Bitcoin hit a fresh record high on Monday of $9,687 (£7,272) as the virtual currency shows no sign of slowing down in its pursuit of the $10,000 mark.
The cryptocurrency rose 4.5% on the Luxembourg-based Bitstamp exchange in early morning trading, which is its closest position to five figures.
Furthermore, bitcoin prices have jumped 45% in the last two weeks alone, while soaring 918% since the end of 2016 when it was trading at just $952. However, pricing of the virtual currency is notoriously volatile.
The recent surge in prices has been driven by the world’s largest derivatives exchange operator CME Group last week announcing it would start offering bitcoin futures as early as December, according to Bloomberg.
Thomas Glucksmann, Hong Kong-based head of marketing at cryptocurrency exchange Gatecoin, told Bloomberg: “The weekend’s bitcoin price hike is just the continuation of a long-term bull run on the cryptocurrency, fuelled by the tsunami of speculative trading on Japanese exchanges and the entrance of institutional investors across the world.
“It is more likely that the $10,000 psychological stratosphere will push more institutional investors into the mix.”
Bitcoin has witnessed a mixed reaction from the asset management industry, with some claiming the cryptocurrency is simply a dangerous bubble while others have pointed to its diversification benefits.
JP Morgan chief executive Jamie Dimon said he would fire anyone trading bitcoin for being stupid, claiming it would eventually blow up.
“I would fire [any employee] in a second,” Dimon told Bloomberg. “For two reasons: It is against our rules, and they are stupid.
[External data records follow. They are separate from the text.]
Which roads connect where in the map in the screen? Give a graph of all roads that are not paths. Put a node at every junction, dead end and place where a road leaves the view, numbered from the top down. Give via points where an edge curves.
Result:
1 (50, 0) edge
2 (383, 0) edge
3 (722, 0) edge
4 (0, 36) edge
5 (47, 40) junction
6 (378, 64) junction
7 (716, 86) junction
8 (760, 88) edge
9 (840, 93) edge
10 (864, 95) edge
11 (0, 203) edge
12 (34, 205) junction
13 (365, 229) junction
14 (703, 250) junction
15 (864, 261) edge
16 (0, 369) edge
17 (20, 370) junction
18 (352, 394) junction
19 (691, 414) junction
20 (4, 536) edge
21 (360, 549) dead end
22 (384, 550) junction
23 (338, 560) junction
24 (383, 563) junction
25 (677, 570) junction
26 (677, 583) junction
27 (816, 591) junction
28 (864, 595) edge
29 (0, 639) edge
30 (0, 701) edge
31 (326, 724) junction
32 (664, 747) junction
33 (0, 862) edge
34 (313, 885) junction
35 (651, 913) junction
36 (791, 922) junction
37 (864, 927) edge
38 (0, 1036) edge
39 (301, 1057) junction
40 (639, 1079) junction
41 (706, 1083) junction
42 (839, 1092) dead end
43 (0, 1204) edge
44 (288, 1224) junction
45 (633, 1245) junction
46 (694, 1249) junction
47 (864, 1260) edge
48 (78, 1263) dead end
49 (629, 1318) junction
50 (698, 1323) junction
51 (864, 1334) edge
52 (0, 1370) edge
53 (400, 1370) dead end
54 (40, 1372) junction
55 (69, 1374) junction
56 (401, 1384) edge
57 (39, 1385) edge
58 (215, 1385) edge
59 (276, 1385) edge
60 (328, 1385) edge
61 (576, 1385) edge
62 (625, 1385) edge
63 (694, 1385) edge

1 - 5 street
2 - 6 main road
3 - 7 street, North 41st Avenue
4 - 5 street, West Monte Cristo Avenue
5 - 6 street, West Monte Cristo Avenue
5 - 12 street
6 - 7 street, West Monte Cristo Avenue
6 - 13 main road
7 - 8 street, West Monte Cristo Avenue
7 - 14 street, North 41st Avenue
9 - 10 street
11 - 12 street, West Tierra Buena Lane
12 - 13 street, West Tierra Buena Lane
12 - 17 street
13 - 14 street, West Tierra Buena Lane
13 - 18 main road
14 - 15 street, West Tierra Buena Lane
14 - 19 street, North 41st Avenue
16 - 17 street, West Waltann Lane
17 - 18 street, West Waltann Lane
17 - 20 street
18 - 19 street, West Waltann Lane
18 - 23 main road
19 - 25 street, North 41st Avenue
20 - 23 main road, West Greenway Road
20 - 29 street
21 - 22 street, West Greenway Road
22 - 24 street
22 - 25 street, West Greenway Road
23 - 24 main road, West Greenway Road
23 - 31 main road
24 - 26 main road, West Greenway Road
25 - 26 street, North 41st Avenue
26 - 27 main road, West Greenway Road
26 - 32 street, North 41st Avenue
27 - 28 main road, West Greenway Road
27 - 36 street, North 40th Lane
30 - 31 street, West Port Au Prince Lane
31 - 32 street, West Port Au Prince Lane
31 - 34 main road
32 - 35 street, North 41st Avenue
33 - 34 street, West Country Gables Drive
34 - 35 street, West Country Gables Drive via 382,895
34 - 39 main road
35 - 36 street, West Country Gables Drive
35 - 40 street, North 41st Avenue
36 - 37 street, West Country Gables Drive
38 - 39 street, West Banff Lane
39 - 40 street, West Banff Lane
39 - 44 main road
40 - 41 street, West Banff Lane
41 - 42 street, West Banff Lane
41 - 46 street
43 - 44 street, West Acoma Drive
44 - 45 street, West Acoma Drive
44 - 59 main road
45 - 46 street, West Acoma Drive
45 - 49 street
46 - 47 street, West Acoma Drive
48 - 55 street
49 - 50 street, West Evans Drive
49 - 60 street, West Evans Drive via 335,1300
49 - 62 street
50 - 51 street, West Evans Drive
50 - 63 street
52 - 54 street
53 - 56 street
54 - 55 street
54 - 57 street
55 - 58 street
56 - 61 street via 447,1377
And both are dangerous.”
However, anti-benchmark asset manager TOBAM launched the TOBAM Bitcoin fund last week, which will be an unregulated alternative investment fund for investors who want to gain exposure to the cryptocurrency.
Bitcoin’s market cap currently stands at $150bn while the total of all digital currencies is $300bn, according toCoinmarketcap.com.